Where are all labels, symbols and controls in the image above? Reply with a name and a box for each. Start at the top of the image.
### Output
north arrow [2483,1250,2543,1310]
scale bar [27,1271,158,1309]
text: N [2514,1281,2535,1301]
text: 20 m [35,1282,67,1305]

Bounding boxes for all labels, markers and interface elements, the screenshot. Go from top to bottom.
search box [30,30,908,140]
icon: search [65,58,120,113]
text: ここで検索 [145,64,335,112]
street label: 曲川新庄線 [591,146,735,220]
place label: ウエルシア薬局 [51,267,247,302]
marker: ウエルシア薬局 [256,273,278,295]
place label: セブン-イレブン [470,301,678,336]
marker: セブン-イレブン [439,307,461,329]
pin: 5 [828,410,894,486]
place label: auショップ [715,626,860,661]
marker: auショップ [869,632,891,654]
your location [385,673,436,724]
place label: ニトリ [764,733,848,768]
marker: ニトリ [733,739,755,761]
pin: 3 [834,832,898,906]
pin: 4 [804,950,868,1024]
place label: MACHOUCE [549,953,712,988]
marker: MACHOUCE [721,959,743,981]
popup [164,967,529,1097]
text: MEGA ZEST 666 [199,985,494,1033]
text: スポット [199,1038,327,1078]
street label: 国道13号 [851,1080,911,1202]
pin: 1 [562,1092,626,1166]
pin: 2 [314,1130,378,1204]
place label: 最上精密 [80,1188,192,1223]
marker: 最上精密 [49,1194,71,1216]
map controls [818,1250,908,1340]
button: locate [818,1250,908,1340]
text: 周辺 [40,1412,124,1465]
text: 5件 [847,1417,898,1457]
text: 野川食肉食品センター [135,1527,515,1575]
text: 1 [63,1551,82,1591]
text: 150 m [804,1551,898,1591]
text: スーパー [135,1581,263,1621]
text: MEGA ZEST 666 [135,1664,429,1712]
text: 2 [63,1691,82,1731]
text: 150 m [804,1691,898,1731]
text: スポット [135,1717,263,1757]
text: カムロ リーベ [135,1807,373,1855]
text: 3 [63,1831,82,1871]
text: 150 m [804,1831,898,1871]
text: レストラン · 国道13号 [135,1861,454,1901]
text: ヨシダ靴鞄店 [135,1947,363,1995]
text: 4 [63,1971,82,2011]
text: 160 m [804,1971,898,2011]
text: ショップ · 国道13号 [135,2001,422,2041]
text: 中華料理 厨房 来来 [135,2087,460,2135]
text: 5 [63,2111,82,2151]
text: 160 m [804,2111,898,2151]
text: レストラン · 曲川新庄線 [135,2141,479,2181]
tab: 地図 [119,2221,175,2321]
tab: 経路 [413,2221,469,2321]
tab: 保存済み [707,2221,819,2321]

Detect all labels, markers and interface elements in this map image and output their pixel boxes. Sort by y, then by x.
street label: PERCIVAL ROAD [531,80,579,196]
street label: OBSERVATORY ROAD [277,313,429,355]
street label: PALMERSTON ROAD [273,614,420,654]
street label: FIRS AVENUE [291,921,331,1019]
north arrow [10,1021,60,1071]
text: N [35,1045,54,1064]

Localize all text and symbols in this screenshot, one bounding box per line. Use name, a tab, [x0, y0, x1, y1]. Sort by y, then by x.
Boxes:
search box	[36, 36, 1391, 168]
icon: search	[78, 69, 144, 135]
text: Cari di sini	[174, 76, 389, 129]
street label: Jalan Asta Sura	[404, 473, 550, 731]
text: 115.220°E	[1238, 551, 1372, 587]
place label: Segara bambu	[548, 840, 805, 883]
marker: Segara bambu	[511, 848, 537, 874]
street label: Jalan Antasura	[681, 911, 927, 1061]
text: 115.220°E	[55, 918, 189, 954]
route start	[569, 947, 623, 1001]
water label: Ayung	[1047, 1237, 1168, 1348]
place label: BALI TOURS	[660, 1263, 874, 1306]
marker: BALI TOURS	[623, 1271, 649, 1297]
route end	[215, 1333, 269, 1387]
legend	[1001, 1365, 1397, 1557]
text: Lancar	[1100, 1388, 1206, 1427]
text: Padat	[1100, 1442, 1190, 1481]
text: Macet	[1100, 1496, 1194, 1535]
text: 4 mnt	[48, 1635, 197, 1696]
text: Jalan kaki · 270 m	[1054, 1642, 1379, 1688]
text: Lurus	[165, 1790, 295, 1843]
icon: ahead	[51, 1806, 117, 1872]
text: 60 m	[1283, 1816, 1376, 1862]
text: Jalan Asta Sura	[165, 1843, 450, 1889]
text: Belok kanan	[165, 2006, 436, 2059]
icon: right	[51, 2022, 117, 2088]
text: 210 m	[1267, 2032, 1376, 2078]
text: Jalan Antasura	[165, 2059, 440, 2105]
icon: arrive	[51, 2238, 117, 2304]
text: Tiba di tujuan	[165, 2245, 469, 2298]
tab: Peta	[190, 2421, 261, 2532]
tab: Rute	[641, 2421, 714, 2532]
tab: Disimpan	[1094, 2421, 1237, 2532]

***

● **Exercise directions**: Copy the listing in full, and keep every word exactly as it is.

● **Answer area**:
Where are all labels, symbols and controls in the image above? Reply with a name and a box for each. Start at the top of the image.
### Output
north arrow [2483,1250,2543,1310]
scale bar [27,1271,158,1309]
text: N [2514,1281,2535,1301]
text: 20 m [35,1282,67,1305]

Bounding boxes for all labels, markers and interface elements, the screenshot. Go from top to bottom.
search box [30,30,908,140]
icon: search [65,58,120,113]
text: ここで検索 [145,64,335,112]
street label: 曲川新庄線 [591,146,735,220]
place label: ウエルシア薬局 [51,267,247,302]
marker: ウエルシア薬局 [256,273,278,295]
place label: セブン-イレブン [470,301,678,336]
marker: セブン-イレブン [439,307,461,329]
pin: 5 [828,410,894,486]
place label: auショップ [715,626,860,661]
marker: auショップ [869,632,891,654]
your location [385,673,436,724]
place label: ニトリ [764,733,848,768]
marker: ニトリ [733,739,755,761]
pin: 3 [834,832,898,906]
pin: 4 [804,950,868,1024]
place label: MACHOUCE [549,953,712,988]
marker: MACHOUCE [721,959,743,981]
popup [164,967,529,1097]
text: MEGA ZEST 666 [199,985,494,1033]
text: スポット [199,1038,327,1078]
street label: 国道13号 [851,1080,911,1202]
pin: 1 [562,1092,626,1166]
pin: 2 [314,1130,378,1204]
place label: 最上精密 [80,1188,192,1223]
marker: 最上精密 [49,1194,71,1216]
map controls [818,1250,908,1340]
button: locate [818,1250,908,1340]
text: 周辺 [40,1412,124,1465]
text: 5件 [847,1417,898,1457]
text: 野川食肉食品センター [135,1527,515,1575]
text: 1 [63,1551,82,1591]
text: 150 m [804,1551,898,1591]
text: スーパー [135,1581,263,1621]
text: MEGA ZEST 666 [135,1664,429,1712]
text: 2 [63,1691,82,1731]
text: 150 m [804,1691,898,1731]
text: スポット [135,1717,263,1757]
text: カムロ リーベ [135,1807,373,1855]
text: 3 [63,1831,82,1871]
text: 150 m [804,1831,898,1871]
text: レストラン · 国道13号 [135,1861,454,1901]
text: ヨシダ靴鞄店 [135,1947,363,1995]
text: 4 [63,1971,82,2011]
text: 160 m [804,1971,898,2011]
text: ショップ · 国道13号 [135,2001,422,2041]
text: 中華料理 厨房 来来 [135,2087,460,2135]
text: 5 [63,2111,82,2151]
text: 160 m [804,2111,898,2151]
text: レストラン · 曲川新庄線 [135,2141,479,2181]
tab: 地図 [119,2221,175,2321]
tab: 経路 [413,2221,469,2321]
tab: 保存済み [707,2221,819,2321]

Detect all labels, markers and interface elements in this map image and output their pixel boxes. Sort by y, then by x.
street label: PERCIVAL ROAD [531,80,579,196]
street label: OBSERVATORY ROAD [277,313,429,355]
street label: PALMERSTON ROAD [273,614,420,654]
street label: FIRS AVENUE [291,921,331,1019]
north arrow [10,1021,60,1071]
text: N [35,1045,54,1064]

Localize all text and symbols in this screenshot, one bounding box per line. Use name, a tab, [x0, y0, x1, y1]. Sort by y, then by x.
Boxes:
search box	[36, 36, 1391, 168]
icon: search	[78, 69, 144, 135]
text: Cari di sini	[174, 76, 389, 129]
street label: Jalan Asta Sura	[404, 473, 550, 731]
text: 115.220°E	[1238, 551, 1372, 587]
place label: Segara bambu	[548, 840, 805, 883]
marker: Segara bambu	[511, 848, 537, 874]
street label: Jalan Antasura	[681, 911, 927, 1061]
text: 115.220°E	[55, 918, 189, 954]
route start	[569, 947, 623, 1001]
water label: Ayung	[1047, 1237, 1168, 1348]
place label: BALI TOURS	[660, 1263, 874, 1306]
marker: BALI TOURS	[623, 1271, 649, 1297]
route end	[215, 1333, 269, 1387]
legend	[1001, 1365, 1397, 1557]
text: Lancar	[1100, 1388, 1206, 1427]
text: Padat	[1100, 1442, 1190, 1481]
text: Macet	[1100, 1496, 1194, 1535]
text: 4 mnt	[48, 1635, 197, 1696]
text: Jalan kaki · 270 m	[1054, 1642, 1379, 1688]
text: Lurus	[165, 1790, 295, 1843]
icon: ahead	[51, 1806, 117, 1872]
text: 60 m	[1283, 1816, 1376, 1862]
text: Jalan Asta Sura	[165, 1843, 450, 1889]
text: Belok kanan	[165, 2006, 436, 2059]
icon: right	[51, 2022, 117, 2088]
text: 210 m	[1267, 2032, 1376, 2078]
text: Jalan Antasura	[165, 2059, 440, 2105]
icon: arrive	[51, 2238, 117, 2304]
text: Tiba di tujuan	[165, 2245, 469, 2298]
tab: Peta	[190, 2421, 261, 2532]
tab: Rute	[641, 2421, 714, 2532]
tab: Disimpan	[1094, 2421, 1237, 2532]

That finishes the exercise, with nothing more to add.